== Segment start ==

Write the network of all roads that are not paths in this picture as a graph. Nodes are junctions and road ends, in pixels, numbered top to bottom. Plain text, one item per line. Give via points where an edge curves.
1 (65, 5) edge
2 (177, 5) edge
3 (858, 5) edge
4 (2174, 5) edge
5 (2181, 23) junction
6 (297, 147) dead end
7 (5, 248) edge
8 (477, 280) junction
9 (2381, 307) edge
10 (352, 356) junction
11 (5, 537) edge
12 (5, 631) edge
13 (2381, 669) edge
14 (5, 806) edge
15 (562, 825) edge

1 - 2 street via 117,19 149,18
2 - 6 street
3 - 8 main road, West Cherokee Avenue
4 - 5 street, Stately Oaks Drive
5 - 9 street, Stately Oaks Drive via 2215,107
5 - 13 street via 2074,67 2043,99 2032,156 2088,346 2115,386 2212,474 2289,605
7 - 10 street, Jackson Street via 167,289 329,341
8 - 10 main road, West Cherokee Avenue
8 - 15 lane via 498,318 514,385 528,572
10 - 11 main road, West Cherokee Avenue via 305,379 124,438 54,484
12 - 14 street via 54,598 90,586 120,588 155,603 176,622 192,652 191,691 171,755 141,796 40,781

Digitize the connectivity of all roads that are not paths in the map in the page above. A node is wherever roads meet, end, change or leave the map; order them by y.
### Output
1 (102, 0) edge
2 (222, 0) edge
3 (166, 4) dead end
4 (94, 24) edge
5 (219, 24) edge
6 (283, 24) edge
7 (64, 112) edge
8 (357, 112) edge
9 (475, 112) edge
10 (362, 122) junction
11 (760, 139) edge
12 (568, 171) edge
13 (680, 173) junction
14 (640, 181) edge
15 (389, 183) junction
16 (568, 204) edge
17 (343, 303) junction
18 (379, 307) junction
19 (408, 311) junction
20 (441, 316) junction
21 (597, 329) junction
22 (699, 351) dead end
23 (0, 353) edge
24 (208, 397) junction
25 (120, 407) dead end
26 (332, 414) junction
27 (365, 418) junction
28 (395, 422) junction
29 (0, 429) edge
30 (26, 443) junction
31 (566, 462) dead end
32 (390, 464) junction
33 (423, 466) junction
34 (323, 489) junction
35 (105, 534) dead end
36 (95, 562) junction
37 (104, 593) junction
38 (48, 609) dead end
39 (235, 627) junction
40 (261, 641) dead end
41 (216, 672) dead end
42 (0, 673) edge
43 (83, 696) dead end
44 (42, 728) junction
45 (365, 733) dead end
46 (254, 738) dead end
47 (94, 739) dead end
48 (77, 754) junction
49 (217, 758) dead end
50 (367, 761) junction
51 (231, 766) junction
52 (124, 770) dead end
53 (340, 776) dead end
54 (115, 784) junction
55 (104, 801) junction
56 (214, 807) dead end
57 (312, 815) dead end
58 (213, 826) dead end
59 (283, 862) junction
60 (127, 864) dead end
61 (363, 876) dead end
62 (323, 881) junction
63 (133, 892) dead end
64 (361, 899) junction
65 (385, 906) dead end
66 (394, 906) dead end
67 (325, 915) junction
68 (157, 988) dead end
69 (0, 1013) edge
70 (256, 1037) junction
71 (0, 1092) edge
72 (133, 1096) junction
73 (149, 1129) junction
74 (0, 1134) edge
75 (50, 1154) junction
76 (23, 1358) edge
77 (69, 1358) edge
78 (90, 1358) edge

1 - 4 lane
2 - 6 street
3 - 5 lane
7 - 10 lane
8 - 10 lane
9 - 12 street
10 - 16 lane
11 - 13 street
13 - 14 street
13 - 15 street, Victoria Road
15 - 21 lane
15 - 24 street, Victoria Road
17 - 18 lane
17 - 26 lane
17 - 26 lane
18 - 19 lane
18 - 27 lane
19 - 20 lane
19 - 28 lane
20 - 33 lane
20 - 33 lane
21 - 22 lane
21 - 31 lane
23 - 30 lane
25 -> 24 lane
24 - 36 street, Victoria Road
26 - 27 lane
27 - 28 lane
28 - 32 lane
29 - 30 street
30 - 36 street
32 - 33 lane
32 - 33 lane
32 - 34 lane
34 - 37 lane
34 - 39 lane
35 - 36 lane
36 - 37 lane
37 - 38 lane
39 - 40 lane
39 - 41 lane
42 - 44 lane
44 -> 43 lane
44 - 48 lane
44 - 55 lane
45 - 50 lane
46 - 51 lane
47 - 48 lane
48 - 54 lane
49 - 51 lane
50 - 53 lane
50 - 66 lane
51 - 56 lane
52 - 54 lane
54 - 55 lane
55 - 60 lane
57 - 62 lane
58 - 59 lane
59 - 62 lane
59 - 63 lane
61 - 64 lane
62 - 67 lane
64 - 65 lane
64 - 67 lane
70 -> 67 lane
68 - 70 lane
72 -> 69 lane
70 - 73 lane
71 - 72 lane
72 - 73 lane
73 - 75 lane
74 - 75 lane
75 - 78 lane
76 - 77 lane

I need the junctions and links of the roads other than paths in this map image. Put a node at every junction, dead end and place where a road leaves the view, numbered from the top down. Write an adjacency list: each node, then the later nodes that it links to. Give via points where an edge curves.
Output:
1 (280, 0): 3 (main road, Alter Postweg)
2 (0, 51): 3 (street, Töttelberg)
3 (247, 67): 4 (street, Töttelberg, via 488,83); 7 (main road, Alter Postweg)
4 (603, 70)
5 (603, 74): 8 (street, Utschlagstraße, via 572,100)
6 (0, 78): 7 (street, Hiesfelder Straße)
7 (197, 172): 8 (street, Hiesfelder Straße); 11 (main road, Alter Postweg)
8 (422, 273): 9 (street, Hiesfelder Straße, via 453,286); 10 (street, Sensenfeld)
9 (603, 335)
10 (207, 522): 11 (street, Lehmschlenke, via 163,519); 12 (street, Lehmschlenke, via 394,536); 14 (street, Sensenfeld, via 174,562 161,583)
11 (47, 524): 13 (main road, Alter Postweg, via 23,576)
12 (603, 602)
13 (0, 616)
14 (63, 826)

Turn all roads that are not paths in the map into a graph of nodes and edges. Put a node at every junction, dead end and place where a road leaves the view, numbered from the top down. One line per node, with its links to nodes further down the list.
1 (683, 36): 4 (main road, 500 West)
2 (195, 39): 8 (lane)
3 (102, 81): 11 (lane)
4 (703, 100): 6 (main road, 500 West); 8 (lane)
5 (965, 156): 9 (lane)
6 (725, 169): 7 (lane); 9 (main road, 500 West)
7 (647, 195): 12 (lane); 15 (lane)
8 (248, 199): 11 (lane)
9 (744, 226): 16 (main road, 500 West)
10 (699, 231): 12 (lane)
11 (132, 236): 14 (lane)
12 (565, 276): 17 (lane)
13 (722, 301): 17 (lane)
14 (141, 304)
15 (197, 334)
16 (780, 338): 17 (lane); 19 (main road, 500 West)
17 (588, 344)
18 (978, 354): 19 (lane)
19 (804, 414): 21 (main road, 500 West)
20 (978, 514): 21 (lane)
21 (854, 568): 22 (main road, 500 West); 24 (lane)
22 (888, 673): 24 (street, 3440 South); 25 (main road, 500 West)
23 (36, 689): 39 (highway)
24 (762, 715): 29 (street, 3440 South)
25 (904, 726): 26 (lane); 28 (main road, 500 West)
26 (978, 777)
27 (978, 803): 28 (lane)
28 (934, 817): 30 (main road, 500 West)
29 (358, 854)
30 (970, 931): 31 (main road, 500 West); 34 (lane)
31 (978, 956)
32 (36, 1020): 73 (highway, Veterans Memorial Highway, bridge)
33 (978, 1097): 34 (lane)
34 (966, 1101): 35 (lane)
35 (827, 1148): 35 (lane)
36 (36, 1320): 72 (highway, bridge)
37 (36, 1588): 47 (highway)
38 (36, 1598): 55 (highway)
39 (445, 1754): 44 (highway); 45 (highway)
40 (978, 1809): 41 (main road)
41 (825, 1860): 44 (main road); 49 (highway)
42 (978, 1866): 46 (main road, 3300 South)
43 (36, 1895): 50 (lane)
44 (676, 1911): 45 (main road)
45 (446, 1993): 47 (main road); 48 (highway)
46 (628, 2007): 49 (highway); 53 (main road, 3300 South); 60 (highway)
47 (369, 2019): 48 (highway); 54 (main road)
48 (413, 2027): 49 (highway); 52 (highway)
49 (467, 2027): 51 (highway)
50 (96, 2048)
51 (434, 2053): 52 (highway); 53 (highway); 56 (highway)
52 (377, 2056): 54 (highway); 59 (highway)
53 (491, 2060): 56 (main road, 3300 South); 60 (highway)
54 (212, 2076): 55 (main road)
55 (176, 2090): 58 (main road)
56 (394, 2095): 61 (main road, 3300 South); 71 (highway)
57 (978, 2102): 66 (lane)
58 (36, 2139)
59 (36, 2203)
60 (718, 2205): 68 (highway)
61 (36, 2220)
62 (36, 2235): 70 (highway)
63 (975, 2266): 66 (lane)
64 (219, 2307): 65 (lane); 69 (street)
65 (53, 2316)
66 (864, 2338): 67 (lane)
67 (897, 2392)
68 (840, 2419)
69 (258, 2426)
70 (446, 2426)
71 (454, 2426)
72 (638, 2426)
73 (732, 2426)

== Segment end ==

- What the exercise asks:
Copy each line of the records that has "from" in it.

- Output of the task:
I need the junctions and links of the roads other than paths in this map image. Put a node at every junction, dead end and place where a road leaves the view, numbered from the top down. Write an adjacency list: each node, then the later nodes that it links to. Give via points where an edge curves.
Turn all roads that are not paths in the map into a graph of nodes and edges. Put a node at every junction, dead end and place where a road leaves the view, numbered from the top down. One line per node, with its links to nodes further down the list.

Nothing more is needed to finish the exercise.